BEGIN
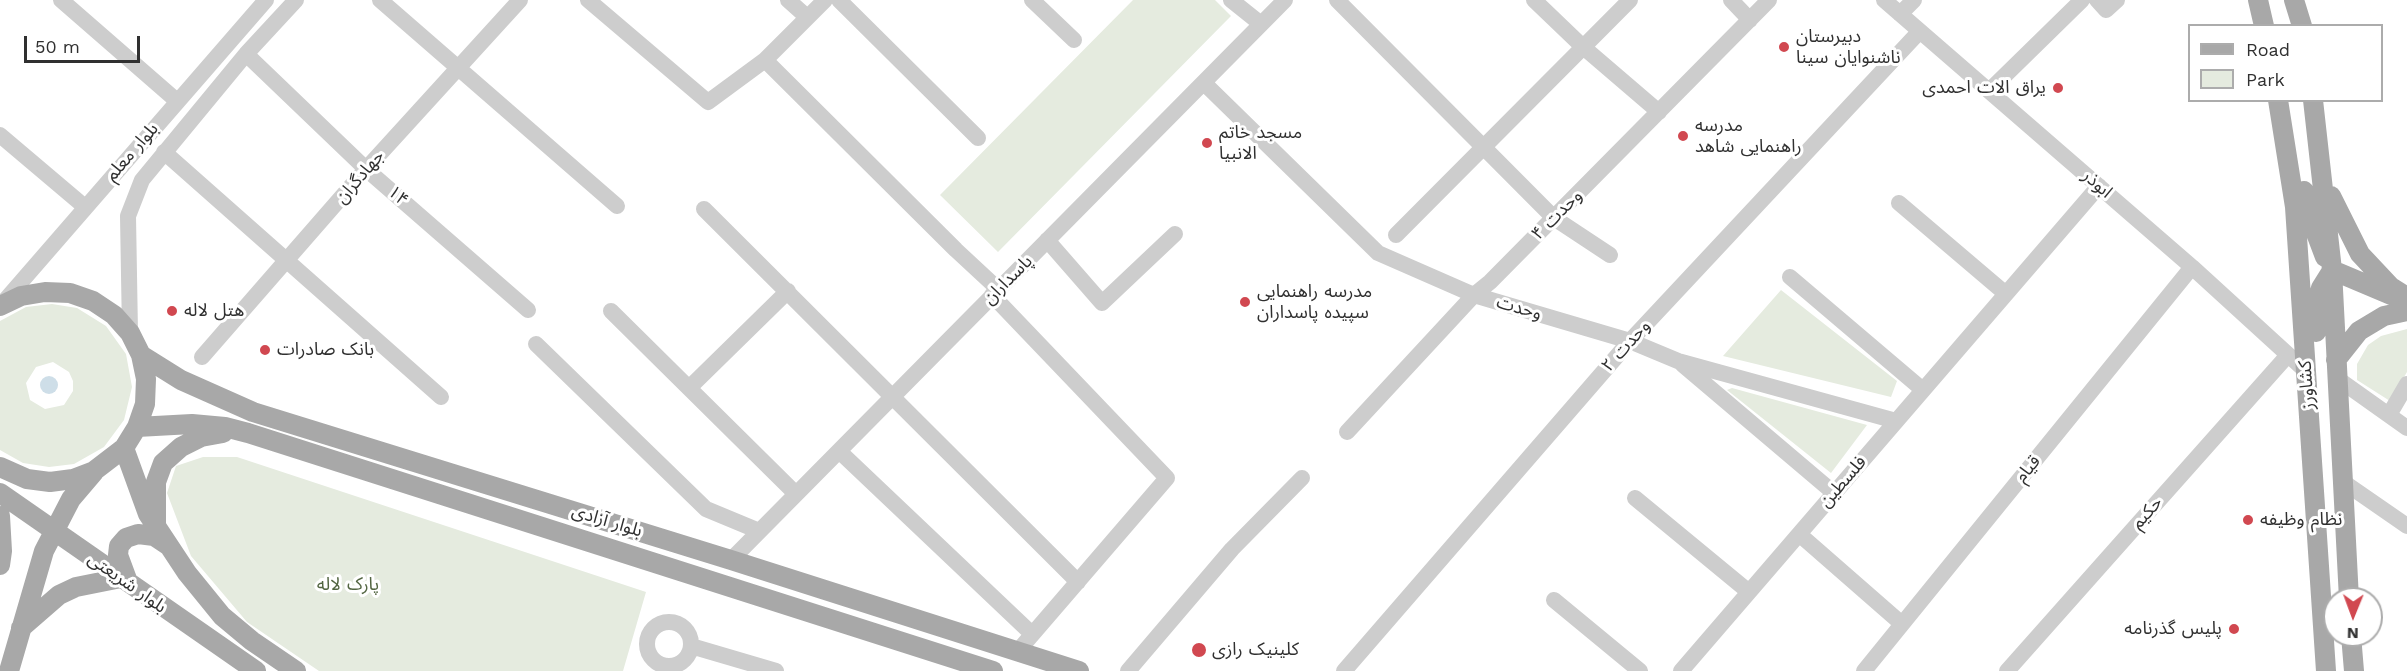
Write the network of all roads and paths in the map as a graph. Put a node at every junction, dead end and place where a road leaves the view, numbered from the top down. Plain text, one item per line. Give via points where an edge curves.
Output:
1 (61, 0) edge
2 (266, 0) edge
3 (296, 0) edge
4 (380, 0) edge
5 (520, 0) edge
6 (588, 0) edge
7 (788, 0) edge
8 (825, 0) edge
9 (839, 0) edge
10 (1032, 0) edge
11 (1231, 0) edge
12 (1285, 0) edge
13 (1337, 0) edge
14 (1534, 0) edge
15 (1630, 0) edge
16 (1731, 0) edge
17 (1769, 0) edge
18 (1884, 0) edge
19 (1914, 0) edge
20 (2082, 0) edge
21 (2258, 0) edge
22 (2295, 0) edge
23 (1900, 14) junction
24 (807, 17) junction
25 (1750, 20) junction
26 (1262, 24) junction
27 (2264, 24) edge
28 (2301, 24) edge
29 (1920, 31) junction
30 (1074, 40) dead end
31 (1582, 46) junction
32 (246, 54) junction
33 (765, 60) junction
34 (458, 68) junction
35 (1205, 84) junction
36 (1989, 91) junction
37 (177, 101) junction
38 (2280, 102) edge
39 (2281, 102) edge
40 (2313, 102) edge
41 (1659, 112) junction
42 (0, 135) edge
43 (978, 138) dead end
44 (1484, 146) junction
45 (164, 152) junction
46 (366, 169) junction
47 (2324, 180) junction
48 (2099, 186) junction
49 (1899, 203) dead end
50 (616, 206) dead end
51 (85, 207) junction
52 (704, 209) dead end
53 (1554, 218) junction
54 (1175, 234) dead end
55 (1396, 235) dead end
56 (1047, 240) junction
57 (1610, 255) dead end
58 (288, 260) junction
59 (2192, 267) junction
60 (2332, 270) junction
61 (1790, 277) dead end
62 (788, 291) junction
63 (995, 292) junction
64 (2006, 294) junction
65 (1474, 295) junction
66 (2407, 300) edge
67 (0, 306) edge
68 (528, 309) dead end
69 (611, 311) dead end
70 (2407, 311) edge
71 (130, 333) junction
72 (1630, 341) junction
73 (536, 344) dead end
74 (141, 355) junction
75 (2288, 355) junction
76 (202, 357) dead end
77 (1678, 361) junction
78 (2337, 370) junction
79 (2307, 372) junction
80 (2407, 384) edge
81 (689, 388) junction
82 (1923, 390) junction
83 (894, 395) junction
84 (441, 397) dead end
85 (2389, 415) junction
86 (1896, 421) junction
87 (137, 427) junction
88 (2407, 428) edge
89 (1347, 432) dead end
90 (248, 433) junction
91 (124, 448) junction
92 (839, 451) junction
93 (0, 467) edge
94 (94, 471) junction
95 (1302, 478) dead end
96 (2342, 481) junction
97 (0, 493) edge
98 (795, 493) junction
99 (1834, 493) junction
100 (2314, 496) junction
101 (1635, 498) dead end
102 (0, 516) edge
103 (156, 525) junction
104 (2407, 526) edge
105 (759, 531) junction
106 (54, 532) junction
107 (1800, 534) junction
108 (169, 546) junction
109 (731, 560) junction
110 (0, 565) edge
111 (124, 580) junction
112 (1078, 582) junction
113 (2348, 587) edge
114 (1749, 592) junction
115 (1554, 600) dead end
116 (1902, 624) junction
117 (21, 628) junction
118 (1032, 634) junction
119 (691, 646) junction
120 (2352, 647) edge
121 (1018, 651) junction
122 (665, 668) edge
123 (9, 671) edge
124 (256, 671) edge
125 (296, 671) edge
126 (776, 671) edge
127 (993, 671) edge
128 (1079, 671) edge
129 (1128, 671) edge
130 (1344, 671) edge
131 (1640, 671) edge
132 (1681, 671) edge
133 (1864, 671) edge
134 (2007, 671) edge
135 (2326, 671) edge
136 (2354, 671) edge

1 - 37 street
2 - 37 street, بلوار معلم
3 - 32 street, بلوار معلم
4 - 34 street
5 - 34 street, جهادگران
6 - 33 street via 708,102
7 - 24 street
8 - 24 street
9 - 43 street
10 - 30 street
11 - 26 street
12 - 26 street, پاسداران
13 - 44 street
14 - 31 street
15 - 31 street
16 - 25 street
17 - 25 street, وحدت ۴
18 - 23 street, ابوذر
19 - 23 street
20 - 36 street
21 - 27 main road
22 - 28 main road
23 - 29 street, ابوذر
24 - 33 street
25 - 41 street, وحدت ۴
26 - 35 street, پاسداران
29 - 36 street, ابوذر
29 - 72 street, وحدت ۲
31 - 41 street
31 - 44 street
32 - 45 street, بلوار معلم
32 - 46 street, ۱۴
33 - 63 street
34 - 46 street, جهادگران
34 - 50 street
35 - 56 street, پاسداران
35 - 65 street, وحدت via 1378,253
36 - 48 street, ابوذر
37 - 51 street, بلوار معلم
38 - 79 main road, کشاورز via 2295,207
39 - 60 main road via 2311,220
40 - 47 main road, کشاورز
41 - 53 street, وحدت ۴
42 - 51 street
44 - 53 street
44 - 55 street
45 - 58 street
45 - 71 street, بلوار معلم via 142,180 128,216
46 - 58 street, جهادگران
46 - 68 street, ۱۴
47 - 60 main road, کشاورز
47 - 66 main road via 2360,254
48 - 59 street, ابوذر
48 - 64 street, فلسطین
49 - 64 street
51 - 67 street, بلوار معلم
52 - 62 street
53 - 57 street
53 - 65 street, وحدت ۴
54 - 56 street via 1102,303
56 - 63 street, پاسداران
58 - 76 street, جهادگران
58 - 84 street
59 - 75 street, ابوذر
59 - 116 street, قیام
60 - 66 main road
60 - 78 main road, کشاورز
60 - 100 main road via 2315,308 2321,454
61 - 82 street
62 - 81 street
62 - 83 street
63 - 83 street, پاسداران
63 - 112 street via 1167,478
64 - 82 street, فلسطین
65 - 72 street, وحدت
65 - 89 street, وحدت ۴
67 - 71 main road via 21,296 70,293 93,301 114,315
69 - 81 street
70 - 78 main road via 2384,316 2359,331 2348,341
71 - 74 main road
72 - 77 street, وحدت
72 - 130 street, وحدت ۲
73 - 105 street via 706,509
74 - 87 main road via 146,379 145,404
74 - 109 main road, بلوار آزادی via 181,381 253,412
75 - 79 street, ابوذر
75 - 134 street, حکیم
77 - 86 street, وحدت
77 - 99 street
78 - 85 street
78 - 96 main road, کشاورز
79 - 100 main road, کشاورز
80 - 85 street
81 - 98 street
82 - 86 street, فلسطین
83 - 92 street, پاسداران
83 - 112 street
85 - 88 street
86 - 99 street, فلسطین
87 - 90 main road, بلوار آزادی via 192,424
87 - 91 main road
90 - 103 main road via 201,437 181,447 163,463 156,482
90 - 127 main road, بلوار آزادی
91 - 94 main road
91 - 103 main road via 148,514
92 - 98 street, پاسداران
92 - 118 street
93 - 94 main road via 27,479 50,482
94 - 106 main road via 71,499
95 - 129 street via 1232,549
96 - 104 street
96 - 113 main road, کشاورز
97 - 106 main road, بلوار شریعتی
98 - 105 street, پاسداران
99 - 107 street, فلسطین
100 - 135 main road, کشاورز
101 - 114 street
102 - 110 main road
103 - 108 main road
105 - 109 street, پاسداران
106 - 111 main road, بلوار شریعتی
106 - 117 main road via 44,551
107 - 114 street, فلسطین
107 - 116 street
108 - 111 main road via 154,536 138,534 126,538 118,555
108 - 125 main road via 222,616
109 - 121 main road, بلوار آزادی
111 - 117 main road via 76,587 59,595
111 - 124 main road, بلوار شریعتی
112 - 118 street
114 - 132 street, فلسطین
115 - 131 street
116 - 133 street, قیام
117 - 123 main road
118 - 121 street
119 - 122 street via 680,663
119 - 122 street via 688,633 677,623 656,627 648,638 649,653
119 - 126 street
120 - 136 main road
121 - 128 main road, بلوار آزادی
END
What is being asked: Repeat every record precisely. Any picture among them stays out of the copy.

Answer section:
Write the network of all roads and paths in the map as a graph. Put a node at every junction, dead end and place where a road leaves the view, numbered from the top down. Plain text, one item per line. Give via points where an edge curves.
Output:
1 (61, 0) edge
2 (266, 0) edge
3 (296, 0) edge
4 (380, 0) edge
5 (520, 0) edge
6 (588, 0) edge
7 (788, 0) edge
8 (825, 0) edge
9 (839, 0) edge
10 (1032, 0) edge
11 (1231, 0) edge
12 (1285, 0) edge
13 (1337, 0) edge
14 (1534, 0) edge
15 (1630, 0) edge
16 (1731, 0) edge
17 (1769, 0) edge
18 (1884, 0) edge
19 (1914, 0) edge
20 (2082, 0) edge
21 (2258, 0) edge
22 (2295, 0) edge
23 (1900, 14) junction
24 (807, 17) junction
25 (1750, 20) junction
26 (1262, 24) junction
27 (2264, 24) edge
28 (2301, 24) edge
29 (1920, 31) junction
30 (1074, 40) dead end
31 (1582, 46) junction
32 (246, 54) junction
33 (765, 60) junction
34 (458, 68) junction
35 (1205, 84) junction
36 (1989, 91) junction
37 (177, 101) junction
38 (2280, 102) edge
39 (2281, 102) edge
40 (2313, 102) edge
41 (1659, 112) junction
42 (0, 135) edge
43 (978, 138) dead end
44 (1484, 146) junction
45 (164, 152) junction
46 (366, 169) junction
47 (2324, 180) junction
48 (2099, 186) junction
49 (1899, 203) dead end
50 (616, 206) dead end
51 (85, 207) junction
52 (704, 209) dead end
53 (1554, 218) junction
54 (1175, 234) dead end
55 (1396, 235) dead end
56 (1047, 240) junction
57 (1610, 255) dead end
58 (288, 260) junction
59 (2192, 267) junction
60 (2332, 270) junction
61 (1790, 277) dead end
62 (788, 291) junction
63 (995, 292) junction
64 (2006, 294) junction
65 (1474, 295) junction
66 (2407, 300) edge
67 (0, 306) edge
68 (528, 309) dead end
69 (611, 311) dead end
70 (2407, 311) edge
71 (130, 333) junction
72 (1630, 341) junction
73 (536, 344) dead end
74 (141, 355) junction
75 (2288, 355) junction
76 (202, 357) dead end
77 (1678, 361) junction
78 (2337, 370) junction
79 (2307, 372) junction
80 (2407, 384) edge
81 (689, 388) junction
82 (1923, 390) junction
83 (894, 395) junction
84 (441, 397) dead end
85 (2389, 415) junction
86 (1896, 421) junction
87 (137, 427) junction
88 (2407, 428) edge
89 (1347, 432) dead end
90 (248, 433) junction
91 (124, 448) junction
92 (839, 451) junction
93 (0, 467) edge
94 (94, 471) junction
95 (1302, 478) dead end
96 (2342, 481) junction
97 (0, 493) edge
98 (795, 493) junction
99 (1834, 493) junction
100 (2314, 496) junction
101 (1635, 498) dead end
102 (0, 516) edge
103 (156, 525) junction
104 (2407, 526) edge
105 (759, 531) junction
106 (54, 532) junction
107 (1800, 534) junction
108 (169, 546) junction
109 (731, 560) junction
110 (0, 565) edge
111 (124, 580) junction
112 (1078, 582) junction
113 (2348, 587) edge
114 (1749, 592) junction
115 (1554, 600) dead end
116 (1902, 624) junction
117 (21, 628) junction
118 (1032, 634) junction
119 (691, 646) junction
120 (2352, 647) edge
121 (1018, 651) junction
122 (665, 668) edge
123 (9, 671) edge
124 (256, 671) edge
125 (296, 671) edge
126 (776, 671) edge
127 (993, 671) edge
128 (1079, 671) edge
129 (1128, 671) edge
130 (1344, 671) edge
131 (1640, 671) edge
132 (1681, 671) edge
133 (1864, 671) edge
134 (2007, 671) edge
135 (2326, 671) edge
136 (2354, 671) edge

1 - 37 street
2 - 37 street, بلوار معلم
3 - 32 street, بلوار معلم
4 - 34 street
5 - 34 street, جهادگران
6 - 33 street via 708,102
7 - 24 street
8 - 24 street
9 - 43 street
10 - 30 street
11 - 26 street
12 - 26 street, پاسداران
13 - 44 street
14 - 31 street
15 - 31 street
16 - 25 street
17 - 25 street, وحدت ۴
18 - 23 street, ابوذر
19 - 23 street
20 - 36 street
21 - 27 main road
22 - 28 main road
23 - 29 street, ابوذر
24 - 33 street
25 - 41 street, وحدت ۴
26 - 35 street, پاسداران
29 - 36 street, ابوذر
29 - 72 street, وحدت ۲
31 - 41 street
31 - 44 street
32 - 45 street, بلوار معلم
32 - 46 street, ۱۴
33 - 63 street
34 - 46 street, جهادگران
34 - 50 street
35 - 56 street, پاسداران
35 - 65 street, وحدت via 1378,253
36 - 48 street, ابوذر
37 - 51 street, بلوار معلم
38 - 79 main road, کشاورز via 2295,207
39 - 60 main road via 2311,220
40 - 47 main road, کشاورز
41 - 53 street, وحدت ۴
42 - 51 street
44 - 53 street
44 - 55 street
45 - 58 street
45 - 71 street, بلوار معلم via 142,180 128,216
46 - 58 street, جهادگران
46 - 68 street, ۱۴
47 - 60 main road, کشاورز
47 - 66 main road via 2360,254
48 - 59 street, ابوذر
48 - 64 street, فلسطین
49 - 64 street
51 - 67 street, بلوار معلم
52 - 62 street
53 - 57 street
53 - 65 street, وحدت ۴
54 - 56 street via 1102,303
56 - 63 street, پاسداران
58 - 76 street, جهادگران
58 - 84 street
59 - 75 street, ابوذر
59 - 116 street, قیام
60 - 66 main road
60 - 78 main road, کشاورز
60 - 100 main road via 2315,308 2321,454
61 - 82 street
62 - 81 street
62 - 83 street
63 - 83 street, پاسداران
63 - 112 street via 1167,478
64 - 82 street, فلسطین
65 - 72 street, وحدت
65 - 89 street, وحدت ۴
67 - 71 main road via 21,296 70,293 93,301 114,315
69 - 81 street
70 - 78 main road via 2384,316 2359,331 2348,341
71 - 74 main road
72 - 77 street, وحدت
72 - 130 street, وحدت ۲
73 - 105 street via 706,509
74 - 87 main road via 146,379 145,404
74 - 109 main road, بلوار آزادی via 181,381 253,412
75 - 79 street, ابوذر
75 - 134 street, حکیم
77 - 86 street, وحدت
77 - 99 street
78 - 85 street
78 - 96 main road, کشاورز
79 - 100 main road, کشاورز
80 - 85 street
81 - 98 street
82 - 86 street, فلسطین
83 - 92 street, پاسداران
83 - 112 street
85 - 88 street
86 - 99 street, فلسطین
87 - 90 main road, بلوار آزادی via 192,424
87 - 91 main road
90 - 103 main road via 201,437 181,447 163,463 156,482
90 - 127 main road, بلوار آزادی
91 - 94 main road
91 - 103 main road via 148,514
92 - 98 street, پاسداران
92 - 118 street
93 - 94 main road via 27,479 50,482
94 - 106 main road via 71,499
95 - 129 street via 1232,549
96 - 104 street
96 - 113 main road, کشاورز
97 - 106 main road, بلوار شریعتی
98 - 105 street, پاسداران
99 - 107 street, فلسطین
100 - 135 main road, کشاورز
101 - 114 street
102 - 110 main road
103 - 108 main road
105 - 109 street, پاسداران
106 - 111 main road, بلوار شریعتی
106 - 117 main road via 44,551
107 - 114 street, فلسطین
107 - 116 street
108 - 111 main road via 154,536 138,534 126,538 118,555
108 - 125 main road via 222,616
109 - 121 main road, بلوار آزادی
111 - 117 main road via 76,587 59,595
111 - 124 main road, بلوار شریعتی
112 - 118 street
114 - 132 street, فلسطین
115 - 131 street
116 - 133 street, قیام
117 - 123 main road
118 - 121 street
119 - 122 street via 680,663
119 - 122 street via 688,633 677,623 656,627 648,638 649,653
119 - 126 street
120 - 136 main road
121 - 128 main road, بلوار آزادی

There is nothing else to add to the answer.